(Records from a data collection)
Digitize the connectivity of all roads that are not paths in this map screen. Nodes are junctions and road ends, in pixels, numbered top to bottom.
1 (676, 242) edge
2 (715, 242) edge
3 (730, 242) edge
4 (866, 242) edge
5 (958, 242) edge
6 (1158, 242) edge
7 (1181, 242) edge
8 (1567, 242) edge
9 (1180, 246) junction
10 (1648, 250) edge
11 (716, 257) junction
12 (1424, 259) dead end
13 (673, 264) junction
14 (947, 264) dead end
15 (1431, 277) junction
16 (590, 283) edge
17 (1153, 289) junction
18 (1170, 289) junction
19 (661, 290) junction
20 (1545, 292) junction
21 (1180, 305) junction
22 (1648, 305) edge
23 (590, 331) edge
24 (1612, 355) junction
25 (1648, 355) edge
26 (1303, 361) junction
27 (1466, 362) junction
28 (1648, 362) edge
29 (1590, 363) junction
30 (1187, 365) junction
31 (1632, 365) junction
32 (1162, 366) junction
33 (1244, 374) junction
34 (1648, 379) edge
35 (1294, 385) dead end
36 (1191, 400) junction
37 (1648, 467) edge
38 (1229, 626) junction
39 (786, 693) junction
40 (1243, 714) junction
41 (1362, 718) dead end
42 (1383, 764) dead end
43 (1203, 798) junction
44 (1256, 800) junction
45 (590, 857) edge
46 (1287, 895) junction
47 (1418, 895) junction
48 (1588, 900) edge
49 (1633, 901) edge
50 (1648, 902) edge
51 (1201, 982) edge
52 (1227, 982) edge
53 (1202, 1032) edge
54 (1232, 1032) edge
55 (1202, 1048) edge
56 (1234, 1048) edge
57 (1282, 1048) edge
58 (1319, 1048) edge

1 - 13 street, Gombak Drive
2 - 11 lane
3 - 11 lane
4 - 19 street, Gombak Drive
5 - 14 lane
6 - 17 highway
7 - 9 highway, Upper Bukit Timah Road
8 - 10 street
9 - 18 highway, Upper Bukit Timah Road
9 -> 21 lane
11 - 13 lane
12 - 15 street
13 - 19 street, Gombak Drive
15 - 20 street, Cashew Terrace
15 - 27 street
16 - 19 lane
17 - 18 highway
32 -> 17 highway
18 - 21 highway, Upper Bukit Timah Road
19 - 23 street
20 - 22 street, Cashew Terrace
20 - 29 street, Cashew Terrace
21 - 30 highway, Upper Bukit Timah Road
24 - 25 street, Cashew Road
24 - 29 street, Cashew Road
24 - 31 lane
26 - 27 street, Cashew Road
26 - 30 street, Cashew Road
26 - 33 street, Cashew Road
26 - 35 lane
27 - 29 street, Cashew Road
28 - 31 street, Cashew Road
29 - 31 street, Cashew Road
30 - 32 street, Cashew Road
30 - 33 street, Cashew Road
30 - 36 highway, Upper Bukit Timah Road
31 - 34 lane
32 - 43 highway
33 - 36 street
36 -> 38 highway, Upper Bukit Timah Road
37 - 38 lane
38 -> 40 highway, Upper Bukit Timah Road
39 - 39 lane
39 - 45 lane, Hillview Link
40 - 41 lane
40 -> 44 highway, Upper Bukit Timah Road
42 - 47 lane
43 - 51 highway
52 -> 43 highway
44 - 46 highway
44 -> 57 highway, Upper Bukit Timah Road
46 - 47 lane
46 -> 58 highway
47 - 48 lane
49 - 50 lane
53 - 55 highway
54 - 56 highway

- [TASK REQUIREMENTS] Transcribe every record above so that nothing differs from the original.

- [REPLY TO THE TASK]
Digitize the connectivity of all roads that are not paths in this map screen. Nodes are junctions and road ends, in pixels, numbered top to bottom.
1 (676, 242) edge
2 (715, 242) edge
3 (730, 242) edge
4 (866, 242) edge
5 (958, 242) edge
6 (1158, 242) edge
7 (1181, 242) edge
8 (1567, 242) edge
9 (1180, 246) junction
10 (1648, 250) edge
11 (716, 257) junction
12 (1424, 259) dead end
13 (673, 264) junction
14 (947, 264) dead end
15 (1431, 277) junction
16 (590, 283) edge
17 (1153, 289) junction
18 (1170, 289) junction
19 (661, 290) junction
20 (1545, 292) junction
21 (1180, 305) junction
22 (1648, 305) edge
23 (590, 331) edge
24 (1612, 355) junction
25 (1648, 355) edge
26 (1303, 361) junction
27 (1466, 362) junction
28 (1648, 362) edge
29 (1590, 363) junction
30 (1187, 365) junction
31 (1632, 365) junction
32 (1162, 366) junction
33 (1244, 374) junction
34 (1648, 379) edge
35 (1294, 385) dead end
36 (1191, 400) junction
37 (1648, 467) edge
38 (1229, 626) junction
39 (786, 693) junction
40 (1243, 714) junction
41 (1362, 718) dead end
42 (1383, 764) dead end
43 (1203, 798) junction
44 (1256, 800) junction
45 (590, 857) edge
46 (1287, 895) junction
47 (1418, 895) junction
48 (1588, 900) edge
49 (1633, 901) edge
50 (1648, 902) edge
51 (1201, 982) edge
52 (1227, 982) edge
53 (1202, 1032) edge
54 (1232, 1032) edge
55 (1202, 1048) edge
56 (1234, 1048) edge
57 (1282, 1048) edge
58 (1319, 1048) edge

1 - 13 street, Gombak Drive
2 - 11 lane
3 - 11 lane
4 - 19 street, Gombak Drive
5 - 14 lane
6 - 17 highway
7 - 9 highway, Upper Bukit Timah Road
8 - 10 street
9 - 18 highway, Upper Bukit Timah Road
9 -> 21 lane
11 - 13 lane
12 - 15 street
13 - 19 street, Gombak Drive
15 - 20 street, Cashew Terrace
15 - 27 street
16 - 19 lane
17 - 18 highway
32 -> 17 highway
18 - 21 highway, Upper Bukit Timah Road
19 - 23 street
20 - 22 street, Cashew Terrace
20 - 29 street, Cashew Terrace
21 - 30 highway, Upper Bukit Timah Road
24 - 25 street, Cashew Road
24 - 29 street, Cashew Road
24 - 31 lane
26 - 27 street, Cashew Road
26 - 30 street, Cashew Road
26 - 33 street, Cashew Road
26 - 35 lane
27 - 29 street, Cashew Road
28 - 31 street, Cashew Road
29 - 31 street, Cashew Road
30 - 32 street, Cashew Road
30 - 33 street, Cashew Road
30 - 36 highway, Upper Bukit Timah Road
31 - 34 lane
32 - 43 highway
33 - 36 street
36 -> 38 highway, Upper Bukit Timah Road
37 - 38 lane
38 -> 40 highway, Upper Bukit Timah Road
39 - 39 lane
39 - 45 lane, Hillview Link
40 - 41 lane
40 -> 44 highway, Upper Bukit Timah Road
42 - 47 lane
43 - 51 highway
52 -> 43 highway
44 - 46 highway
44 -> 57 highway, Upper Bukit Timah Road
46 - 47 lane
46 -> 58 highway
47 - 48 lane
49 - 50 lane
53 - 55 highway
54 - 56 highway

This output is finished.